The Build to Rent Market
The BTR sector is now firmly in the ‘development phase’, with the focus having shifted towards construction of schemes and existing stock management including mobilisation of assets. The British Property Federation’s (BPF) latest figures demonstrate this shift into the construction phase, estimating an impressive 25,665 units completed and 41,870 under construction. London has taken back the majority gain of BTR homes with approximately 67,117 in London and 64,738 in the regions, with schemes in the regions having outnumbered London in Q2 2018.
Recent BTR announcements worthy of mention include: TfL has shortlisted Grainger, Greystar and Argent Related as strategic partners to provide 3,000 BTR homes on 10 identified sites around the tube network; investor Barings Real Estate has teamed up with Glenbrook on a £57M PRS scheme in Cornbrook, Manchester with PC expected for October 2020; the JV between Muse Developments and the Canal and River Trust has agreed a £41M forward funding deal with Grainger for its first phase in Hale Wharf, Tottenham; and Cording has made its third investment in the BTR market with a £40M forward funding deal in Warrington; the 362 unit development being delivered by High Street Group follows Cording’s £50M deal in Leicester with CODE, agreed in November.
The appetite for ‘second tier’ cities such as Glasgow, Leicester, Derby, Nottingham and well-connected large towns continues, with investors seeking to deploy capital in growing locations outside of the core major cities. Experience from other stabilised schemes is providing the confidence that security of income can still be achieved in less ‘prime’ areas and stronger yields are helping to improve viability in these locations. Investors are becoming more comfortable with investment pricing being much closer to hypothetical sales values which assists with viability. This is an important factor in making it possible for BTR to work in towns and cities with sales values of less than £300 psf.

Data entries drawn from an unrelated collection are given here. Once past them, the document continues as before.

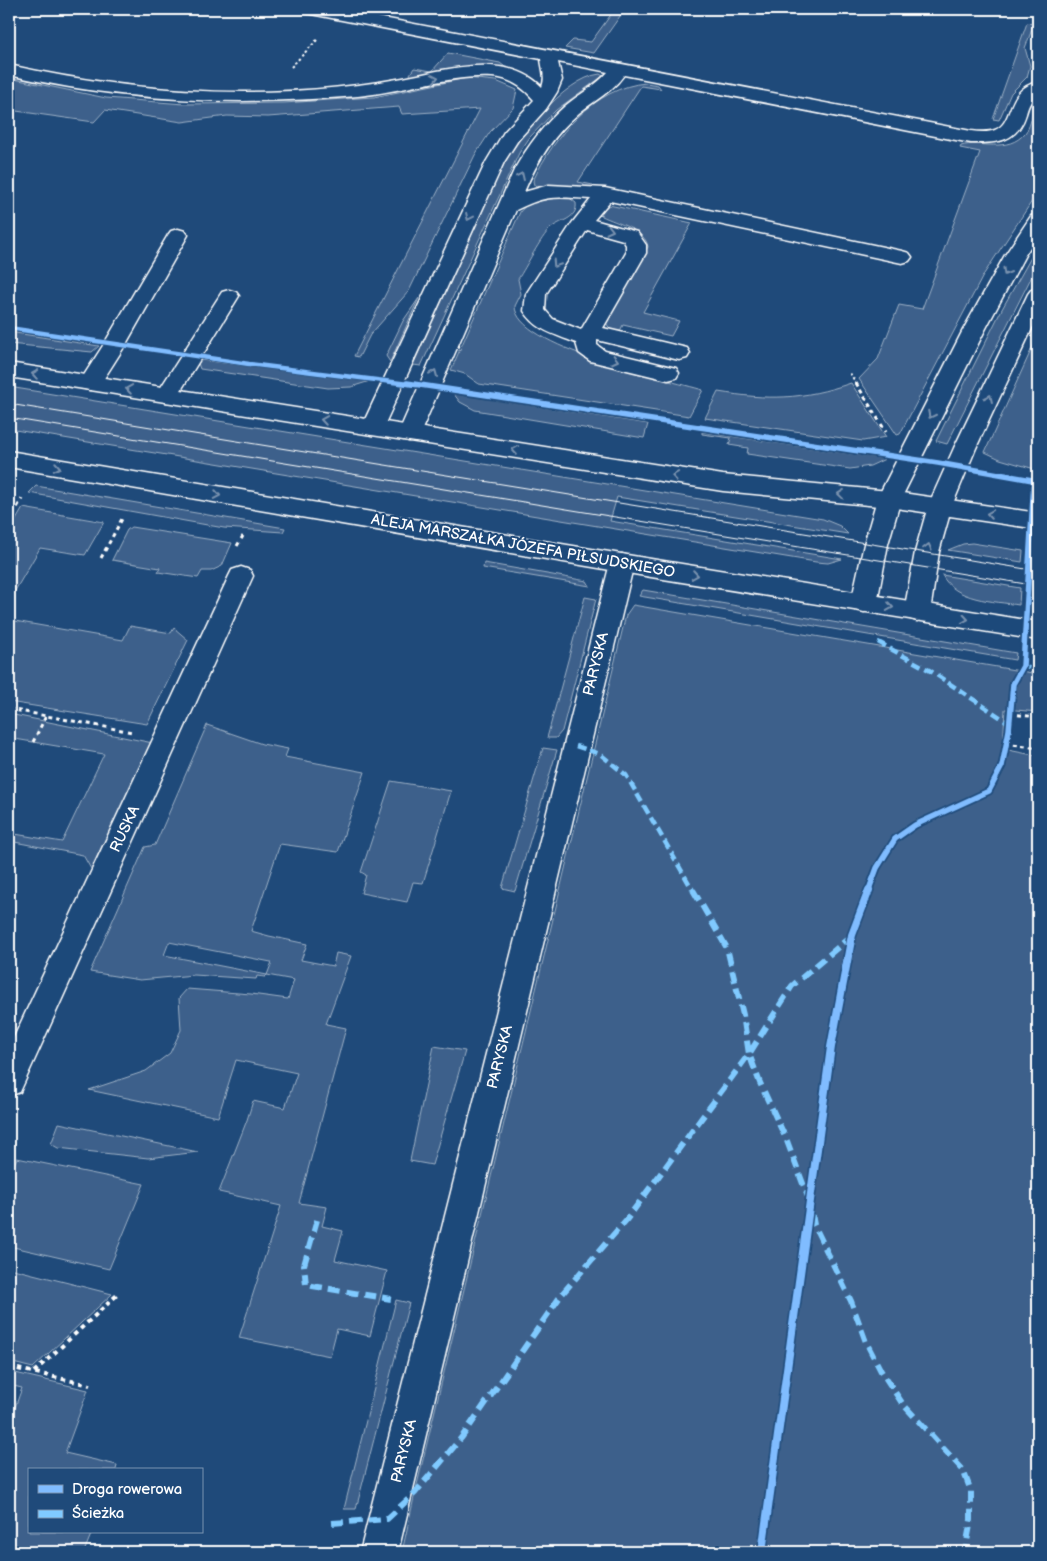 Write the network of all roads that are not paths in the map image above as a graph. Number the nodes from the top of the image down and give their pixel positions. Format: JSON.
{"nodes":[{"id":1,"x":310,"y":9,"type":"edge"},
{"id":2,"x":550,"y":54,"type":"junction"},
{"id":3,"x":619,"y":68,"type":"junction"},
{"id":4,"x":9,"y":70,"type":"edge"},
{"id":5,"x":1038,"y":87,"type":"edge"},
{"id":6,"x":543,"y":100,"type":"junction"},
{"id":7,"x":605,"y":194,"type":"junction"},
{"id":8,"x":508,"y":207,"type":"junction"},
{"id":9,"x":1038,"y":220,"type":"edge"},
{"id":10,"x":582,"y":223,"type":"junction"},
{"id":11,"x":178,"y":235,"type":"dead end"},
{"id":12,"x":902,"y":257,"type":"dead end"},
{"id":13,"x":1038,"y":294,"type":"edge"},
{"id":14,"x":229,"y":296,"type":"dead end"},
{"id":15,"x":588,"y":335,"type":"junction"},
{"id":16,"x":678,"y":352,"type":"dead end"},
{"id":17,"x":9,"y":370,"type":"edge"},
{"id":18,"x":668,"y":373,"type":"dead end"},
{"id":19,"x":90,"y":383,"type":"junction"},
{"id":20,"x":167,"y":395,"type":"junction"},
{"id":21,"x":372,"y":428,"type":"junction"},
{"id":22,"x":409,"y":434,"type":"junction"},
{"id":23,"x":9,"y":459,"type":"edge"},
{"id":24,"x":889,"y":499,"type":"junction"},
{"id":25,"x":940,"y":506,"type":"junction"},
{"id":26,"x":1038,"y":521,"type":"edge"},
{"id":27,"x":622,"y":563,"type":"junction"},
{"id":28,"x":241,"y":576,"type":"dead end"},
{"id":29,"x":864,"y":603,"type":"junction"},
{"id":30,"x":916,"y":612,"type":"junction"},
{"id":31,"x":1038,"y":631,"type":"edge"},
{"id":32,"x":9,"y":1082,"type":"edge"},
{"id":33,"x":379,"y":1552,"type":"edge"}],
"edges":[{"from":1,"to":2,"type":"main road"},
{"from":2,"to":3,"type":"main road"},
{"from":2,"to":6,"type":"main road"},
{"from":3,"to":5,"type":"main road"},
{"from":8,"to":3,"type":"main road","one_way":true},
{"from":4,"to":6,"type":"main road","one_way":true},
{"from":6,"to":21,"type":"main road","one_way":true},
{"from":7,"to":8,"type":"main road"},
{"from":7,"to":10,"type":"main road"},
{"from":7,"to":12,"type":"main road"},
{"from":22,"to":8,"type":"main road","one_way":true},
{"from":9,"to":24,"type":"main road","one_way":true},
{"from":10,"to":15,"type":"main road","one_way":true},
{"from":10,"to":15,"type":"main road","one_way":true},
{"from":11,"to":19,"type":"main road"},
{"from":25,"to":13,"type":"main road","one_way":true},
{"from":14,"to":20,"type":"main road"},
{"from":15,"to":16,"type":"main road"},
{"from":15,"to":18,"type":"main road","one_way":true},
{"from":19,"to":17,"type":"main road","one_way":true},
{"from":20,"to":19,"type":"main road","one_way":true},
{"from":21,"to":20,"type":"main road","one_way":true},
{"from":21,"to":22,"type":"main road"},
{"from":24,"to":22,"type":"main road","one_way":true},
{"from":23,"to":27,"type":"main road","name":"ALEJA MARSZAŁKA JÓZEFA PIŁSUDSKIEGO","one_way":true},
{"from":24,"to":25,"type":"main road"},
{"from":24,"to":29,"type":"main road"},
{"from":26,"to":25,"type":"main road","one_way":true},
{"from":30,"to":25,"type":"main road","one_way":true},
{"from":27,"to":29,"type":"main road","name":"ALEJA MARSZAŁKA JÓZEFA PIŁSUDSKIEGO","one_way":true},
{"from":27,"to":33,"type":"main road","name":"PARYSKA"},
{"from":28,"to":32,"type":"main road","name":"RUSKA"},
{"from":29,"to":30,"type":"main road","name":"ALEJA MARSZAŁKA JÓZEFA PIŁSUDSKIEGO","one_way":true},
{"from":30,"to":31,"type":"main road","name":"ALEJA MARSZAŁKA JÓZEFA PIŁSUDSKIEGO","one_way":true}]} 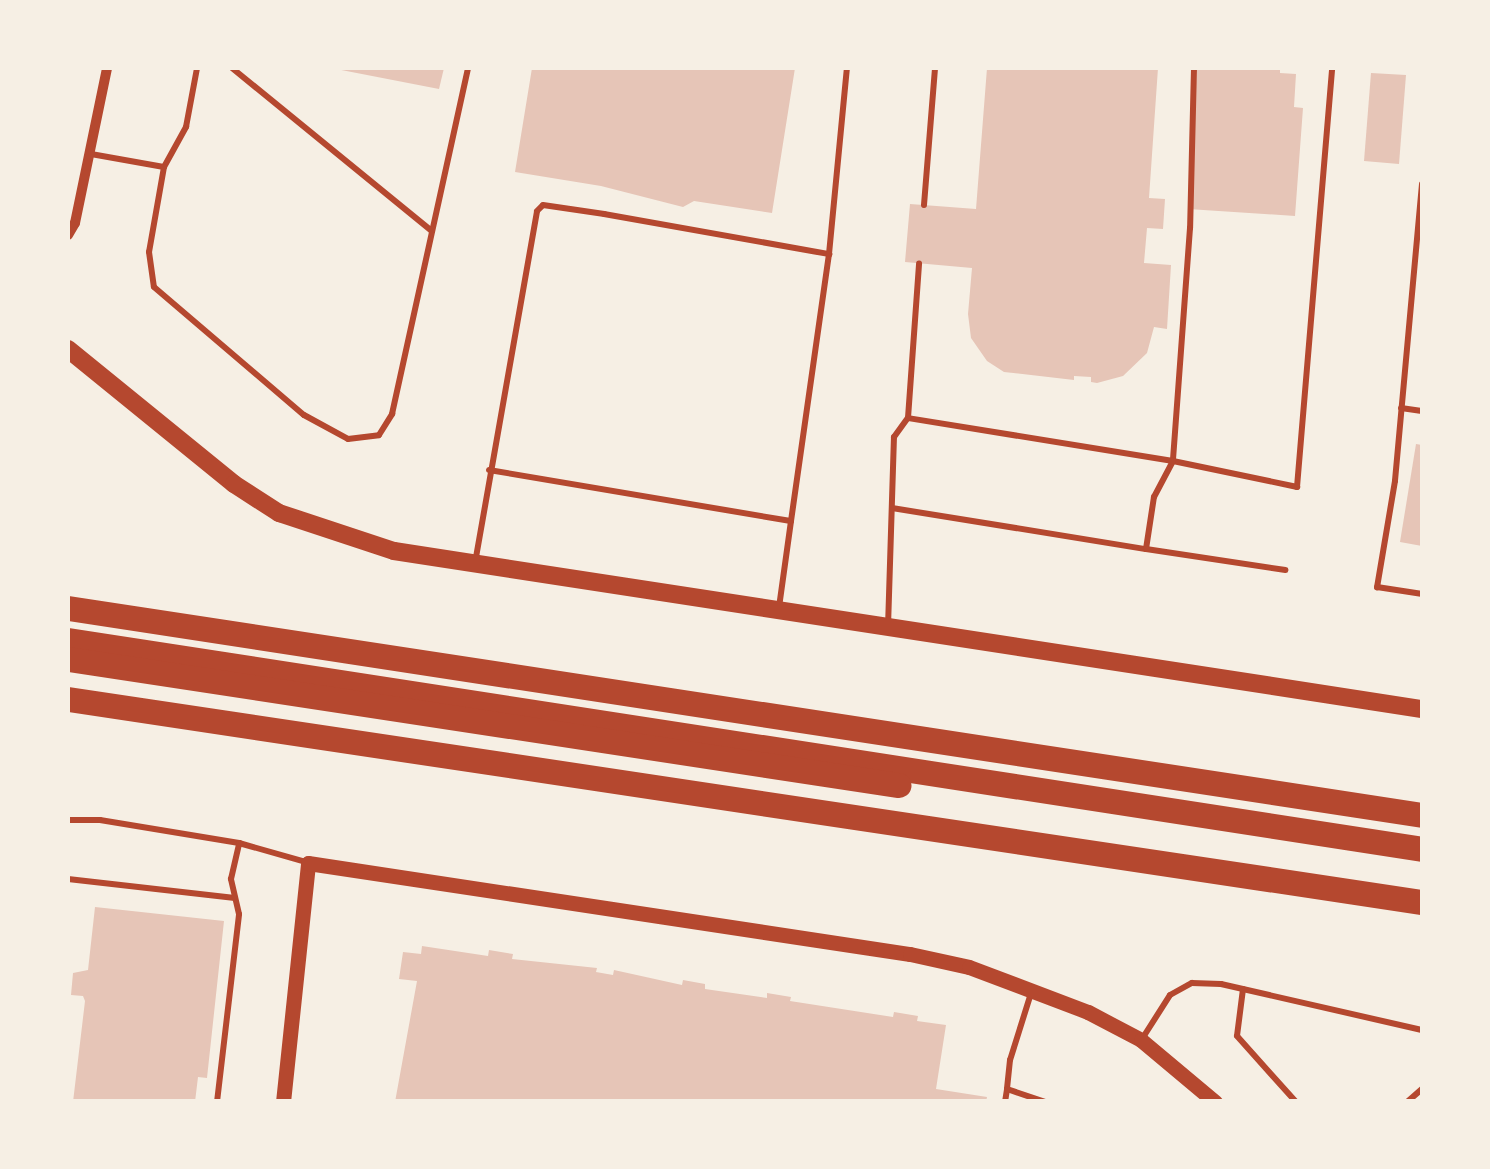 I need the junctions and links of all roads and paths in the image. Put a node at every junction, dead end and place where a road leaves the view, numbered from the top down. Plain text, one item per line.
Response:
1 (108, 68) edge
2 (198, 68) edge
3 (232, 68) edge
4 (468, 68) edge
5 (847, 68) edge
6 (935, 68) edge
7 (1194, 68) edge
8 (1332, 68) edge
9 (89, 154) junction
10 (164, 166) junction
11 (1422, 184) edge
12 (924, 205) dead end
13 (432, 232) junction
14 (68, 235) edge
15 (829, 254) junction
16 (919, 264) dead end
17 (68, 348) edge
18 (1401, 408) junction
19 (1422, 411) edge
20 (908, 418) junction
21 (1173, 461) junction
22 (490, 470) junction
23 (892, 508) junction
24 (790, 521) junction
25 (1146, 549) junction
26 (474, 564) junction
27 (1285, 570) dead end
28 (1422, 594) edge
29 (68, 608) edge
30 (778, 612) junction
31 (888, 628) junction
32 (68, 640) edge
33 (68, 659) edge
34 (68, 699) edge
35 (1422, 709) edge
36 (1422, 815) edge
37 (68, 820) edge
38 (239, 843) junction
39 (1422, 849) edge
40 (308, 863) junction
41 (1422, 866) edge
42 (68, 880) edge
43 (236, 898) junction
44 (1422, 902) edge
45 (1032, 988) junction
46 (1243, 989) junction
47 (1422, 1030) edge
48 (1141, 1040) junction
49 (1422, 1089) edge
50 (1007, 1090) junction
51 (217, 1102) edge
52 (283, 1102) edge
53 (1005, 1102) edge
54 (1045, 1102) edge
55 (1214, 1102) edge
56 (1296, 1102) edge
57 (1408, 1102) edge

1 - 9 street
2 - 10 lane
3 - 13 lane
4 - 13 lane
5 - 15 lane
6 - 12 lane
7 - 21 lane
8 - 21 lane
9 - 10 lane
9 - 14 street
10 - 13 lane
11 - 18 lane
15 - 22 lane
15 - 24 lane
16 - 20 lane
17 - 26 main road
18 - 19 lane
18 - 28 lane
20 - 21 lane
20 - 23 lane
21 - 25 lane
22 - 24 lane
22 - 26 lane
23 - 25 lane
23 - 31 lane
24 - 30 lane
25 - 27 lane
26 - 30 main road
29 - 36 highway
30 - 31 main road
31 - 35 main road
32 - 39 highway
33 - 41 highway
34 - 44 highway
37 - 38 lane
38 - 40 lane
38 - 43 lane
40 - 45 street
40 - 52 street
42 - 43 lane
43 - 51 lane
45 - 48 street
45 - 50 lane
46 - 47 lane
46 - 48 lane
46 - 56 lane
48 - 55 street
49 - 57 lane
50 - 53 lane
50 - 54 lane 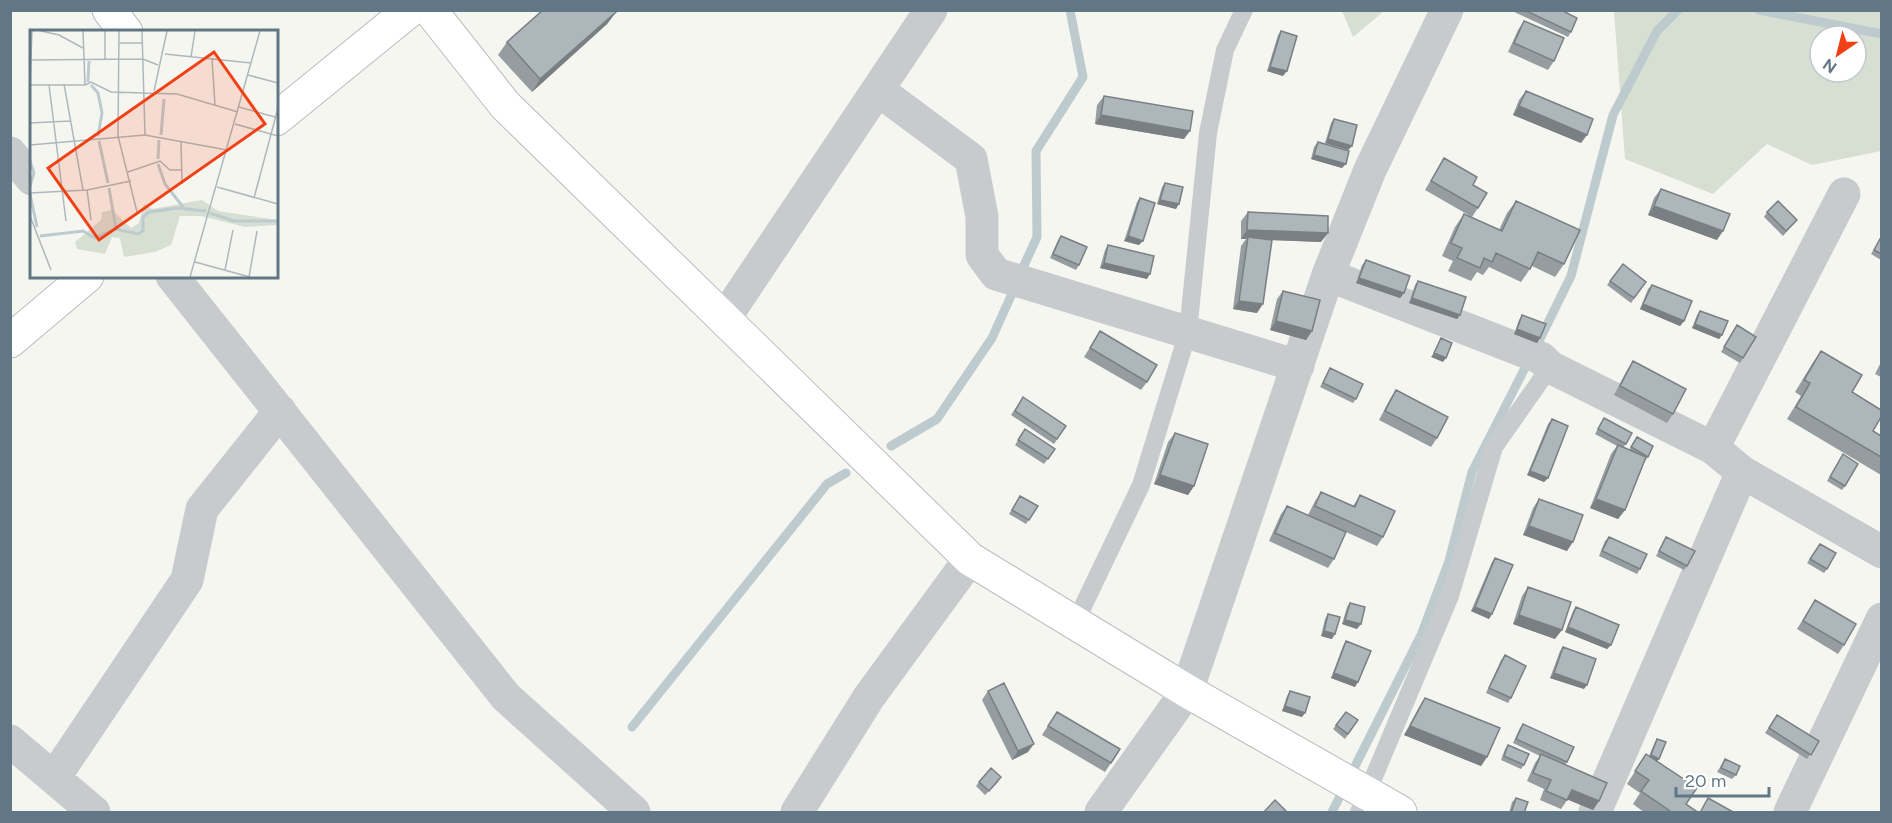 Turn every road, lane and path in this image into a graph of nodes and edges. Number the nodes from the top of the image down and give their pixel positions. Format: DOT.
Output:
graph roads {
  1 [pos="109,10"];
  2 [pos="410,10"];
  3 [pos="430,10"];
  4 [pos="931,10"];
  5 [pos="1244,10"];
  6 [pos="1447,10"];
  7 [pos="124,30"];
  8 [pos="878,90"];
  9 [pos="278,117"];
  10 [pos="10,153"];
  11 [pos="30,177"];
  12 [pos="1844,194"];
  13 [pos="1328,275"];
  14 [pos="85,278"];
  15 [pos="174,278"];
  16 [pos="724,319"];
  17 [pos="1188,332"];
  18 [pos="10,341"];
  19 [pos="1536,358"];
  20 [pos="1298,366"];
  21 [pos="280,411"];
  22 [pos="1713,448"];
  23 [pos="1742,472"];
  24 [pos="1881,552"];
  25 [pos="970,559"];
  26 [pos="1881,618"];
  27 [pos="1075,623"];
  28 [pos="1187,691"];
  29 [pos="10,741"];
  30 [pos="54,778"];
  31 [pos="1361,798"];
  32 [pos="94,813"];
  33 [pos="634,813"];
  34 [pos="796,813"];
  35 [pos="1101,813"];
  36 [pos="1400,813"];
  37 [pos="1595,813"];
  38 [pos="1790,813"];
  1 -- 7 [label="street"];
  2 -- 9 [label="street"];
  3 -- 16 [label="street"];
  4 -- 8 [label="street"];
  5 -- 17 [label="lane"];
  6 -- 13 [label="street"];
  8 -- 16 [label="street"];
  8 -- 17 [label="street"];
  10 -- 11 [label="street"];
  12 -- 22 [label="street"];
  13 -- 19 [label="street"];
  13 -- 20 [label="street"];
  14 -- 18 [label="street"];
  15 -- 21 [label="street"];
  16 -- 25 [label="street"];
  17 -- 20 [label="street"];
  17 -- 27 [label="lane"];
  19 -- 22 [label="street"];
  19 -- 31 [label="lane"];
  20 -- 28 [label="street"];
  21 -- 30 [label="street"];
  21 -- 33 [label="street"];
  22 -- 23 [label="street"];
  23 -- 24 [label="street"];
  23 -- 37 [label="street"];
  25 -- 27 [label="street"];
  25 -- 34 [label="street"];
  26 -- 38 [label="street"];
  27 -- 28 [label="street"];
  28 -- 31 [label="street"];
  28 -- 35 [label="street"];
  29 -- 30 [label="street"];
  30 -- 32 [label="street"];
  31 -- 36 [label="street"];
}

The widening appetite for alternative Build to Rent products means that BTR Housing continues to grow appeal. Locations where there is availability of land yet close to a good level of amenity including schools and transport infrastructure, is important to attract the family demographic or those considering alternatives to city centre living. Houses are the next logical step for residents wanting more space and the flexibility and perks of living in a well-managed new house, without
the need to save for a deposit or mortgage.
The widening appetite for alternative Build to Rent products means that BTR Housing continues to grow appeal
Yields remain strong for well-designed BTR stock in prime, practical locations; in London and strong South East locations, Net Initial Yields range between 3.25% to 4.00%, with a number of major regional centres at 4% to 4.5% NIY. Secondary locations are seeing Net Initial Yields closer to 4.75% to 5.25%. We are now seeing some incremental stabilised asset transactions, which are demonstrating potential further premiums to development funding yields.
Of note is Moorfield’s newest BTR development, The Forge, located in Newcastle city centre, which opened its doors in October and is managed by Allsop Lettings and Management. Lettings have been very positive with over 52% of phase one units now occupied and rental targets exceeded. The release of phase two is anticipated for Q1 2019, with new reservations already underway. As the BTR market establishes itself further, the sector needs to continue to build on the data being gathered from stabilised schemes and adapt the customer service offering accordingly.